De frente para o espelho

por Gregory Prudenciano

Depois do sucesso de ”Home”, visto por mais de 600 milhões de pessoas, Yann Arthus-Bertrand vem ao Brasil lançar ”Humano”, documentário sobre o que é ser humano

Foi desafiando uma confusão de línguas e quilômetros, de culturas e geografias que nos separam uns dos outros, que o fotógrafo e ambientalista francês Yann Arthus-Bertrand dirigiu o filme Humano — uma viagem pela vida. No documentário, pessoas são colocadas diante de uma câmera e convidados a falar sobre o que lhes vier à mente. Temas universais como amor, família, sexo, pobreza, discriminação, morte e esperança dão o tom dessas reflexões, feitas por todo tipo de gente, do ex-presidente uruguaio Pepe Mujica a uma universitária africana presa por ter feito um aborto. O filme não tem narração e as pessoas não são identificadas pelos nomes. "A ideia é que haja uma profunda identificação, como se o espectador estivesse diante de um espelho", diz Yann.

A produção do longa durou três anos e envolveu viagens por 60 países e mais de 2 mil depoimentos em 63 línguas diferentes. Embora o foco do documentário esteja nas falas dos participantes, as imagens aéreas que servem como transições entre os depoimentos também merecem destaque. No Brasil para promover o lançamento do filme, Arthus-Bertrand falou com a Trip.

Você pensa que haja algo essencialmente humano em cada um de nós? A necessidade de amor. A necessidade de amar e a necessidade de ser amado. Nós somos uma espécie cheia de empatia e isso é único nos seres humanos. Você pode andar pelas ruas e parar diante de alguém e se identificar com ele. Mas, além da empatia, também somos cheios de ódio e isso é parte de nós. Penso que Humano é uma questão a respeito do que é ser humano. O problema é que ninguém tem a resposta. Nós estamos tentando entender o que causa, em essência, todos os nossos problemas uns com os outros. Por que estão acontecendo os conflitos no Oriente Médio? Por que existe homofobia no mundo? Penso que ter viajado para tentar entender foi um trabalho incrível, mas para mim não é foi o suficiente. Eu ainda estou tentando entender o que é ser humano.

As pessoas entrevistadas falam com tanta facilidade mesmo? Mesmo as que não estão acostumadas com câmeras? Para muita gente foi a primeira vez que havia uma câmera para onde olhar e falar.
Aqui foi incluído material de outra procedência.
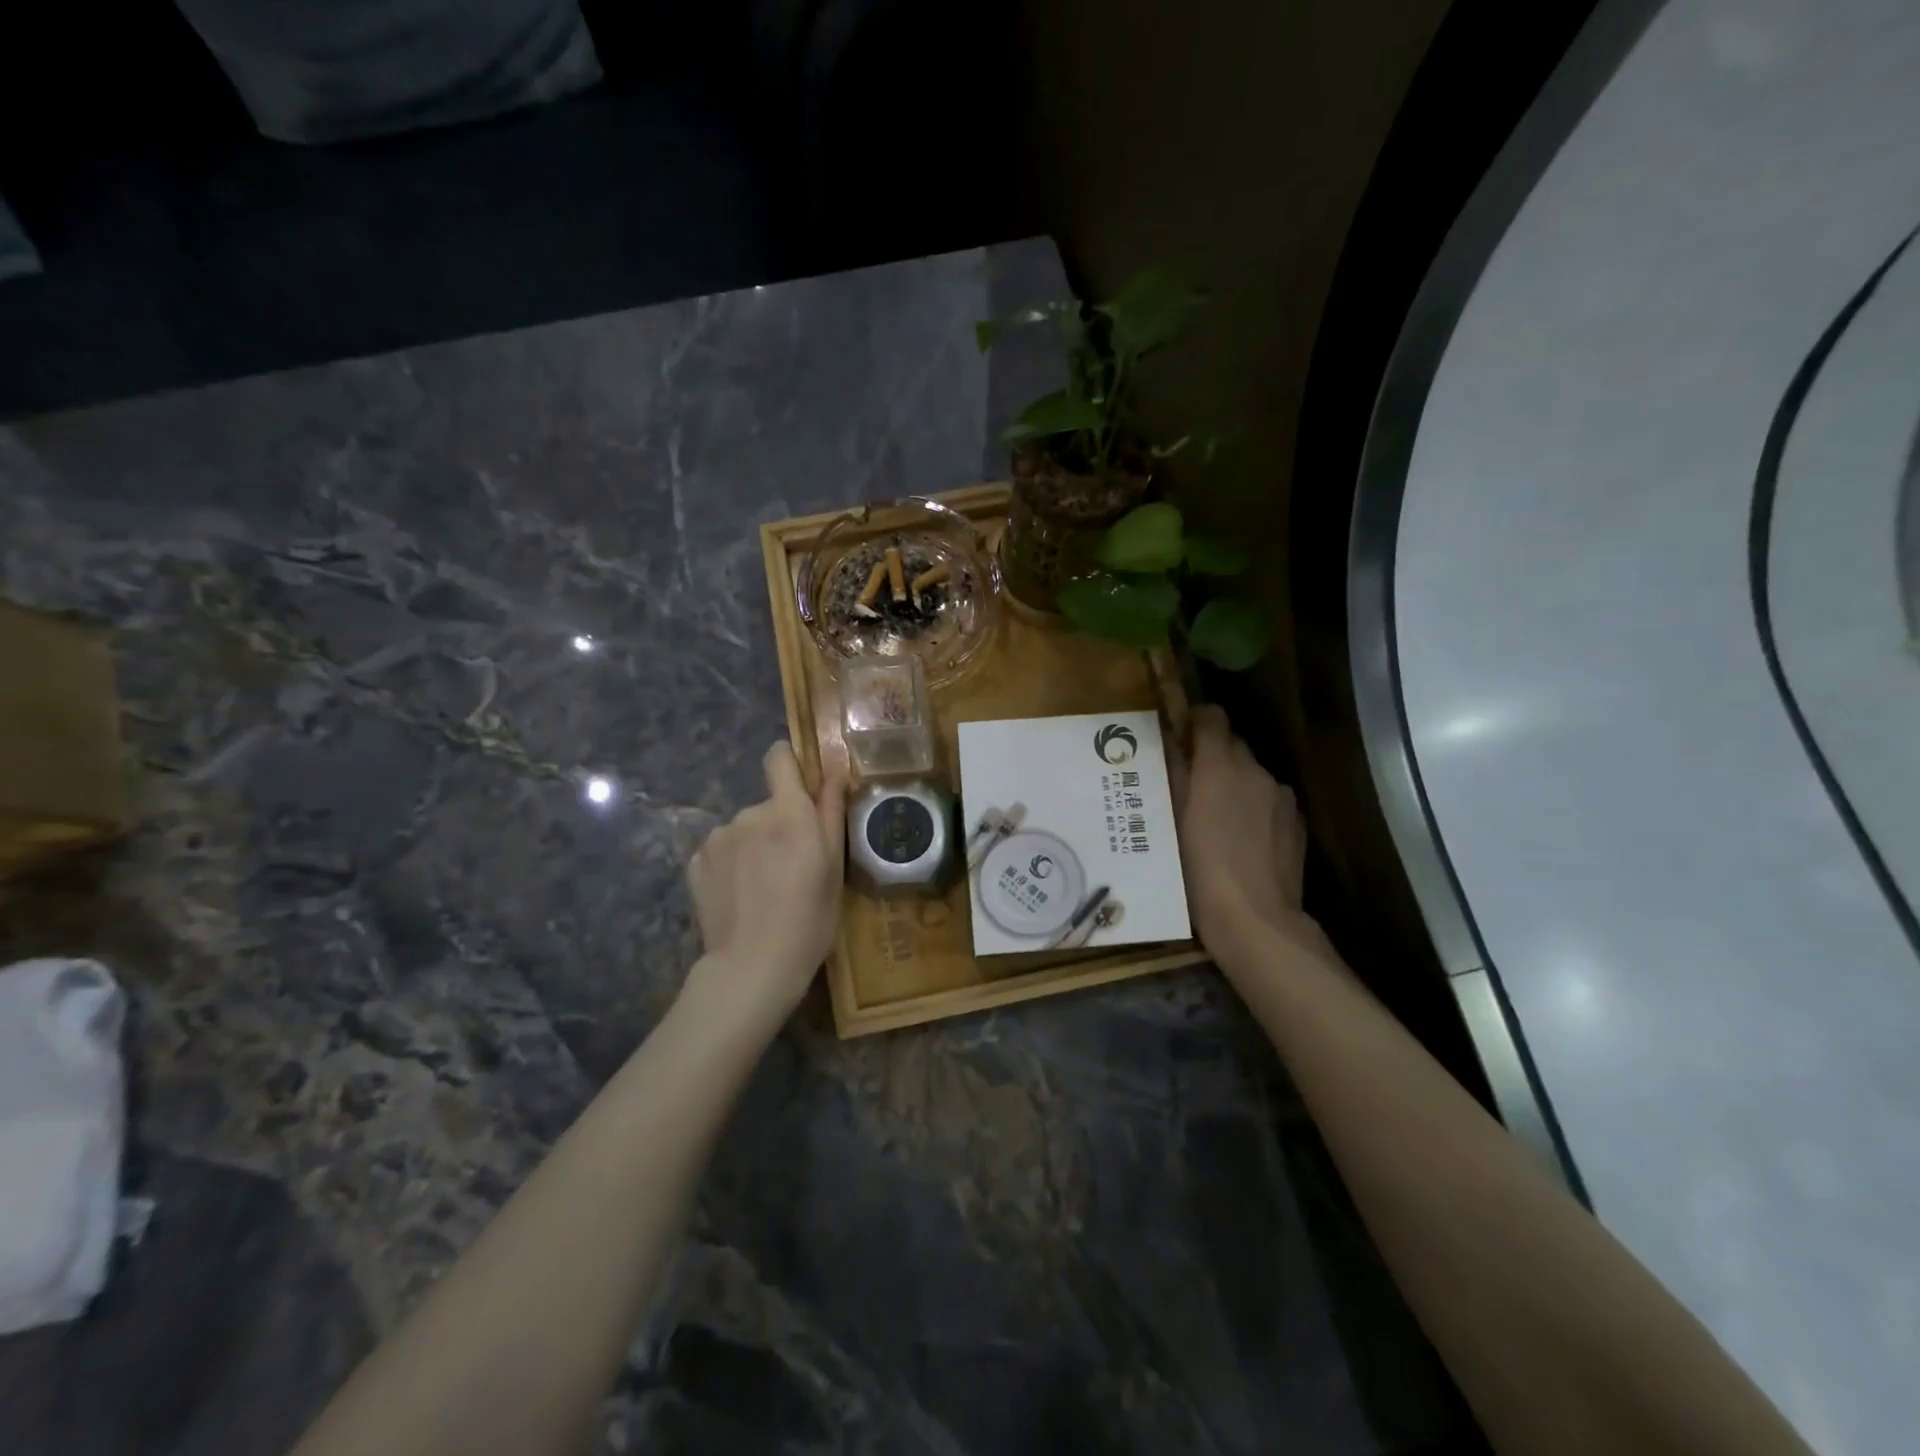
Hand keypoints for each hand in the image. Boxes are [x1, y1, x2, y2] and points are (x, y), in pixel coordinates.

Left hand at [685, 742, 846, 1031]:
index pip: (779, 758)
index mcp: (788, 812)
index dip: (789, 764)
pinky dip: (731, 865)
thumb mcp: (834, 868)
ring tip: (764, 888)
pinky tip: (740, 897)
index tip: (800, 787)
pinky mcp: (696, 862)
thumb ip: (831, 813)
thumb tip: (834, 772)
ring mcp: (718, 838)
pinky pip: (721, 851)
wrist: (753, 967)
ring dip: (754, 847)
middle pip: (767, 804)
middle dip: (780, 825)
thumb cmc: (809, 919)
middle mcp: (749, 814)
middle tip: (793, 867)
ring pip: (743, 830)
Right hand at [1173, 705, 1323, 968]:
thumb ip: (1172, 772)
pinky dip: (1254, 808)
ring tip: (1216, 820)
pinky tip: (1242, 840)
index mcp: (1220, 764)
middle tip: (1190, 787)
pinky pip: (1269, 801)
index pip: (1212, 716)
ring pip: (1252, 775)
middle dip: (1212, 758)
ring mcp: (1281, 796)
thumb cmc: (1198, 868)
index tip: (1180, 738)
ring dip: (1234, 784)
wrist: (1254, 918)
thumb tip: (1169, 740)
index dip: (1195, 721)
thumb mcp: (1171, 819)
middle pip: (1232, 745)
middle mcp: (1255, 770)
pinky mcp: (1297, 822)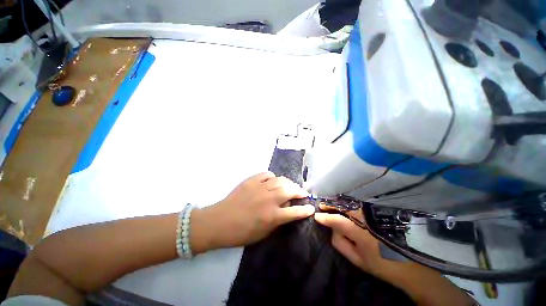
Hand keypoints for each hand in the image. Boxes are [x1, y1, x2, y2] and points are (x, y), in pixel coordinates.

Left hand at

Então, quando isso acontece, você dá o máximo que você pode dar porque nunca antes alguém tinha se interessado em conhecer você dessa forma. Assim que a pessoa está diante de uma câmera, ela responde às perguntas. Qual foi a pior coisa que aconteceu na sua vida e o que você aprendeu com isso? É uma pergunta muito difícil. Você fala sobre seus pais, sua esposa, o que você fez, a morte de alguém, sua família. As pessoas tentam ir fundo em seus corações. Elas são tão inteligentes! Às vezes elas não sabem nem ler, mas nem por isso deixam de ter muito bom senso. Todo mundo tem algo para dizer. Todos. Eu gosto dos brasileiros, aliás, porque os brasileiros falam sobre seus sentimentos e vida com mais facilidade.

O filme mudou o seu jeito de enxergar a vida? Sim, eu e a equipe fizemos o filme por muito tempo. Eu tenho 70 anos e quanto mais eu vivo, mas eu amo as pessoas. Aprendi a aceitar as pessoas que não são como eu. Aprendi a perdoar e a conviver, mas entendi que aceitar é uma palavra importante.

Ano passado morreu Antônio Abujamra, um grande diretor de teatro que apresentava um programa de entrevistas no Brasil. Ele sempre fazia uma pergunta que eu queria que você respondesse: a felicidade é uma ideia velha? Não. Nós todos estamos procurando por felicidade em nossas vidas. Quando você ama alguém, quando você dá algo a alguém, quando você vai ao cinema, come alguma comida ou faz amigos, ou mesmo quando você compra alguma coisa, sempre há por trás um desejo por felicidade. O problema é que nós não sabemos exatamente o que é felicidade porque somos insaciáveis, sempre queremos mais. Infelizmente nós não aprendemos na escola o que é ser feliz [risos]. Eu não sou feliz, mas eu estou tentando ser.